Accused of embezzling public funds, the private group retirement homes Orpea, for which justice opened a preliminary investigation in April for institutional mistreatment and financial offenses following a report by the government, was ordered to reimburse 55.8 million euros to the State.

The National Solidarity Fund for Autonomy (CNSA) gave Orpea formal notice on July 29, a spokesperson for this organization which manages funds dedicated to dependency told AFP, confirming information from Le Monde.

Orpea assured in a press release published last week that it would reimburse “sums whose allocation was inadequate”.

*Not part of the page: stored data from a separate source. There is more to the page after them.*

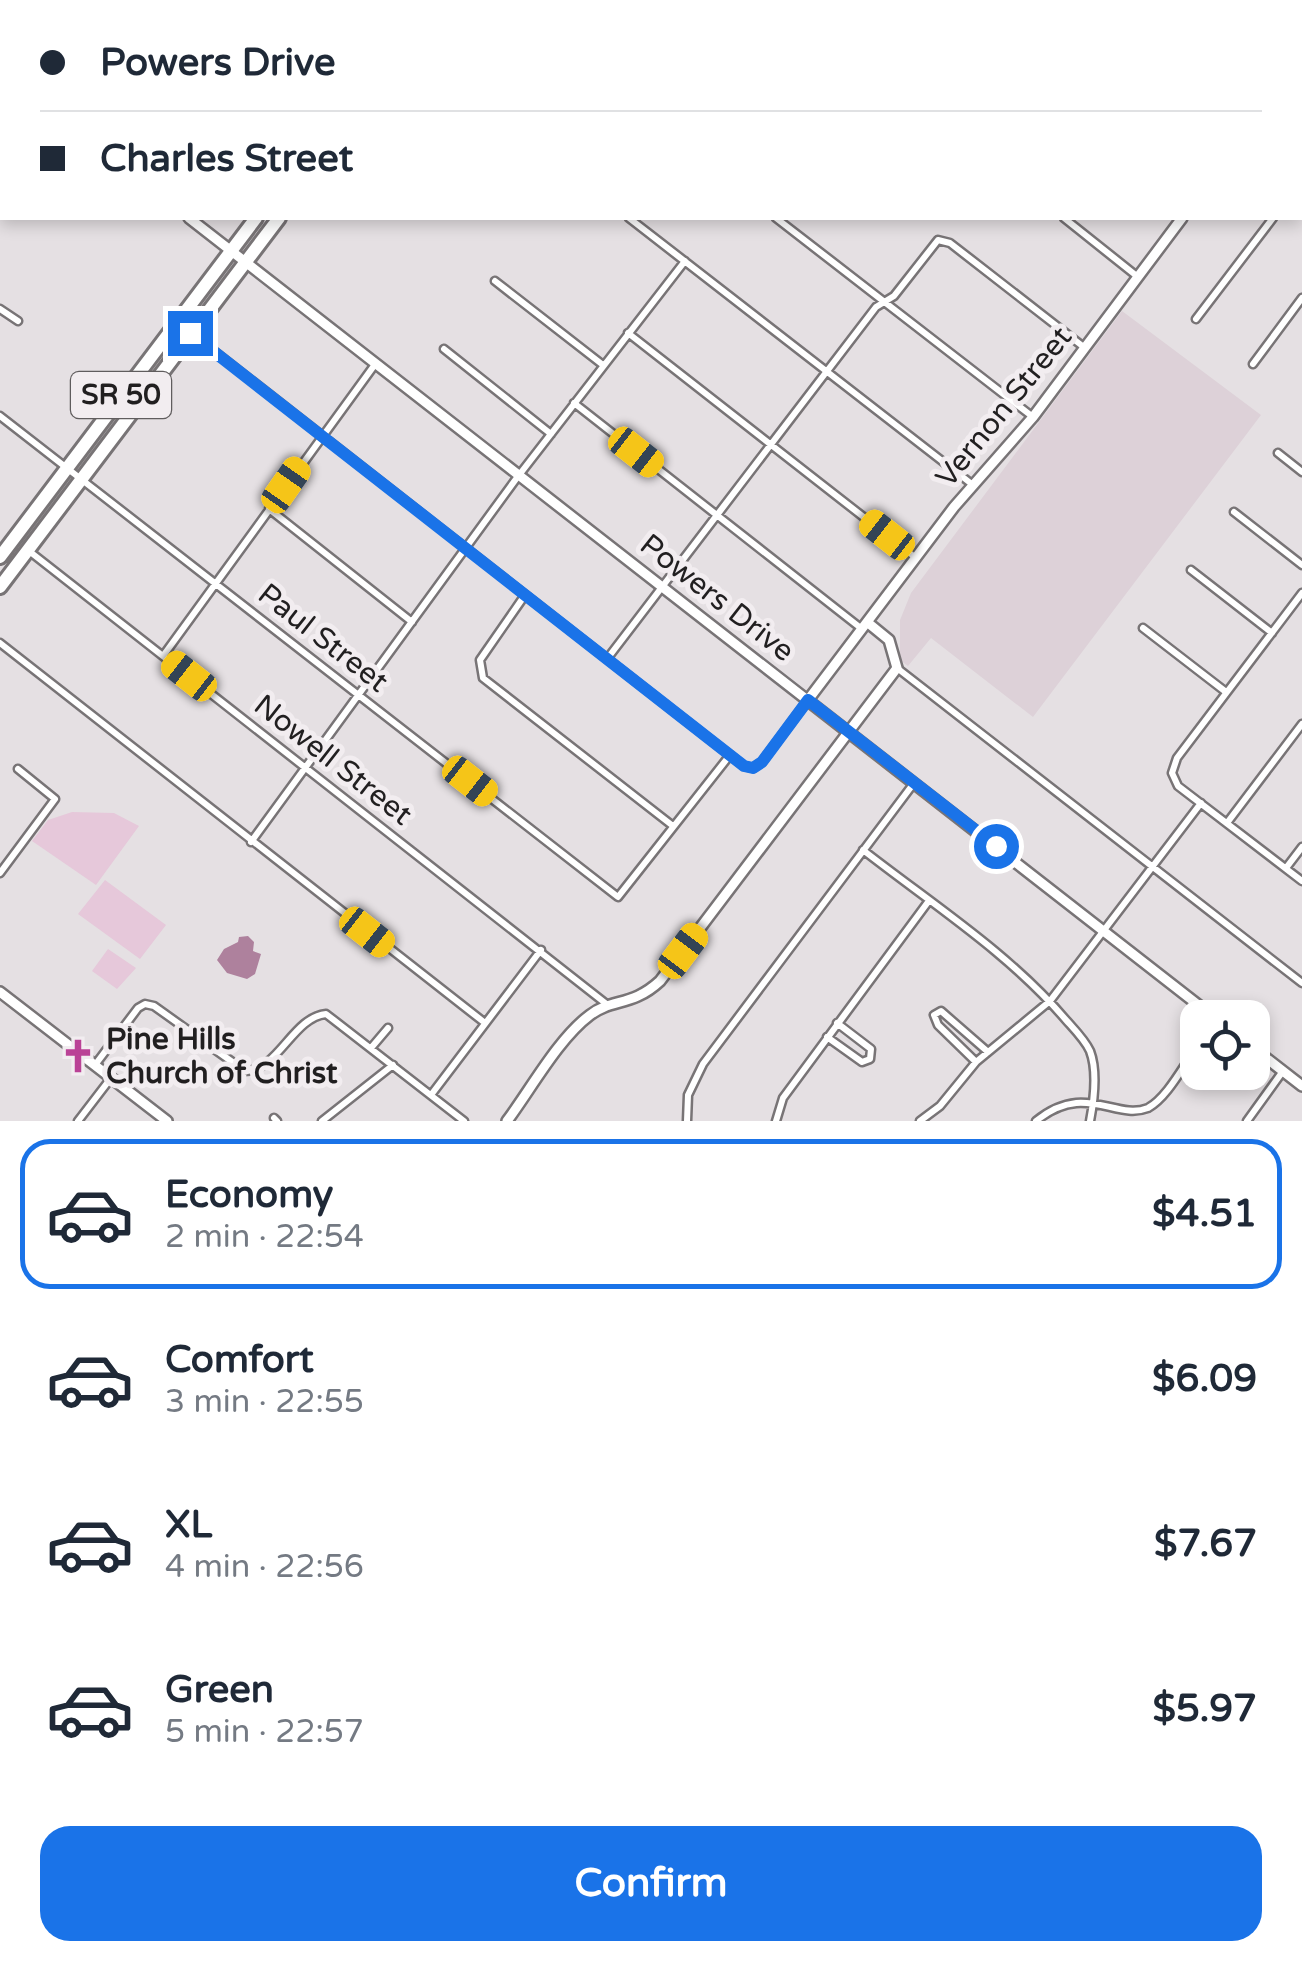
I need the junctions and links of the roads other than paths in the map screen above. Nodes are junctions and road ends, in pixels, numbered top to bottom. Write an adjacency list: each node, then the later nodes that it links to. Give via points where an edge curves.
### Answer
1 (192, 220): 9 (street, Powers Drive)
2 (254, 220): 9 (highway, SR 50)
3 (277, 220): 10 (highway, SR 50)
4 (632, 220): 11 (street)
5 (779, 220): 15 (street)
6 (1067, 220): 12 (street)
7 (1181, 220): 12 (street, Vernon Street)
8 (1271, 220): 18 (street)
9 (231, 250): 10 (street, Powers Drive); 34 (highway, SR 50)
10 (245, 261): 20 (highway, SR 50); 23 (street, Powers Drive)
11 (685, 261): 19 (street); 26 (street)
12 (1138, 277): 21 (street, Vernon Street)
13 (495, 280): 25 (street)
14 (1302, 298): 24 (street)
15 (884, 301): 21 (street, via 942,239); 26 (street); 29 (street)
16 (0, 309): 17 (street)
17 (18, 320)
18 (1196, 320)
19 (628, 332): 25 (street); 32 (street)
20 (190, 333): 31 (street); 37 (highway, SR 50)
21 (1085, 348): 29 (street, Vernon Street)
22 (444, 349): 30 (street)
23 (376, 364): 31 (street); 36 (street, Powers Drive)
24 (1254, 364)
25 (603, 365): 27 (street)
26 (827, 372): 32 (street); 38 (street)
27 (574, 403): 30 (street); 41 (street)
28 (0, 416): 34 (street, Paul Street)
29 (1033, 417): 38 (street, Vernon Street)
30 (550, 434): 36 (street)
31 (321, 437): 39 (street); 42 (street)
32 (772, 443): 41 (street); 45 (street)
33 (1278, 453): 35 (street)
34 (67, 467): 37 (street, Paul Street); 44 (highway, SR 50)
35 (1302, 472)
36 (519, 476): 42 (street); 49 (street, Powers Drive)
37 (81, 478): 43 (highway, SR 50); 48 (street, Paul Street)
38 (972, 485): 45 (street, Vernon Street)
39 (269, 509): 48 (street); 53 (street)
40 (1234, 512): 46 (street)
41 (717, 515): 49 (street); 54 (street)
42 (465, 548): 52 (street); 53 (street)
43 (28, 550): 50 (highway, SR 50); 58 (street, Nowell Street)
44 (0, 557)
45 (916, 558): 54 (street, Vernon Street)
46 (1302, 564)
47 (1192, 570): 56 (street)
48 (216, 582): 58 (street); 62 (street, Paul Street)
49 (662, 587): 59 (street); 63 (street, Powers Drive)
50 (0, 588)
51 (1302, 593): 56 (street)
52 (525, 595): 59 (street); 72 (street, via 480,660 484,678)
53 (412, 622): 62 (street)
54 (865, 626): 60 (street, via 889,640); 63 (street, Vernon Street)
55 (1143, 628): 61 (street)
56 (1272, 633): 61 (street)
57 (0, 643): 73 (street)
58 (163, 656): 68 (street, Nowell Street)
59 (606, 659): 66 (street)
60 (897, 668): 65 (street); 76 (street)
61 (1226, 692): 70 (street, via 1172,773)
62 (360, 696): 68 (street); 72 (street, Paul Street, via 618,897)
63 (808, 700): 65 (street, Powers Drive); 66 (street, Vernon Street, via 753,768)
64 (1302, 724): 71 (street)
65 (848, 732): 69 (street, Powers Drive); 87 (street, via 660,981 645,996)
66 (730, 755): 72 (street)
67 (18, 769): 78 (street, via 55,799)
68 (308, 769): 73 (street); 82 (street, Nowell Street)
69 (914, 783): 75 (street); 81 (street, Powers Drive)
70 (1201, 803): 71 (street); 76 (street)
71 (1227, 823): 77 (street)
72 (673, 826)
73 (251, 842): 88 (street)
74 (1302, 847): 77 (street)
75 (863, 850): 80 (street); 109 (street, via 703,1064 688,1095)
76 (1154, 867): 81 (street); 83 (street)
77 (1286, 868): 79 (street)
78 (0, 873)
79 (1302, 881)
80 (929, 901): 86 (street); 89 (street)
81 (1105, 932): 85 (street, Powers Drive); 86 (street)
82 (541, 950): 87 (street, Nowell Street); 88 (street)
83 (1302, 983)
84 (0, 992): 97 (street)
85 (1191, 1000)
86 (1050, 1001): 93 (street); 103 (street, via 1090,1050)
87 (610, 1006): 108 (street, via 580,1024)
88 (485, 1023): 102 (street)
89 (837, 1023): 91 (street); 91 (street, via 871,1050 870,1059 862,1062)
90 (388, 1028): 92 (street)
91 (827, 1037): 110 (street, via 782,1098)
92 (371, 1048): 96 (street); 97 (street, via 322,1014 254,1071 245,1071 145,1004)
93 (988, 1052): 94 (street); 94 (street, via 941,1011 934,1015)
94 (976, 1062): 111 (street)
95 (1270, 1062): 99 (street)
96 (393, 1064): 102 (street); 104 (street)
97 (95, 1065): 100 (street)
98 (1180, 1069): 103 (street, via 1150,1107 1135,1112)
99 (1283, 1072): 101 (street); 114 (street)
100 (111, 1078): 105 (street); 106 (street)
101 (1302, 1086)
102 (431, 1096): 107 (street)
103 (1093, 1105): 112 (street, via 1073,1102); 113 (street)
104 (328, 1119)
105 (78, 1121)
106 (168, 1121)
107 (464, 1121)
108 (507, 1121)
109 (687, 1121)
110 (776, 1121)
111 (920, 1121)
112 (1036, 1121)
113 (1090, 1121)
114 (1247, 1121)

However, the group mentions “differences of appreciation” on the sums concerned. It intends to contribute “answers” at the CNSA in the “deadline“one month to defend his position.

According to Le Monde, the group says it is ready to reimburse 5.7 million euros, an amount which corresponds to discounts granted by suppliers for the purchase of products intended for the elderly, financed by public grants.

On the other hand, Orpea refuses to reimburse 30.1 million euros claimed for wages, according to the daily. The group used these public funds to pay carers, while the company should have financed their salaries with its own funds.

The debate focuses mainly on carers acting as caregivers, a practice used by the entire sector to compensate for structural staff shortages.“, Orpea said in a statement to AFP. The salaries of caregivers are partly covered by public grants.

The group also refuses to reimburse 19.6 million euros corresponding to the amount of two taxes, paid with public funds, indicates Le Monde.

The situation is unprecedented, the CNSA will do everything to recover the amounts due by relying on its current legal capacities.“, commented to AFP the spokesperson for the organization.

Orpea, present in 23 countries and which manages more than 350 establishments for dependent elderly people in France, has been plunged into turmoil since the publication in January of a book-investigation, “Les Fossoyeurs”, by journalist Victor Castanet, who denounces his practice.

The group, whose title has fallen sharply on the Paris Stock Exchange since the publication of the book, has dismissed its management and has undertaken to review its practices. He appointed a new managing director and renewed his board of directors to convince his shareholders – and the general public – that he had learned the lessons of the affair.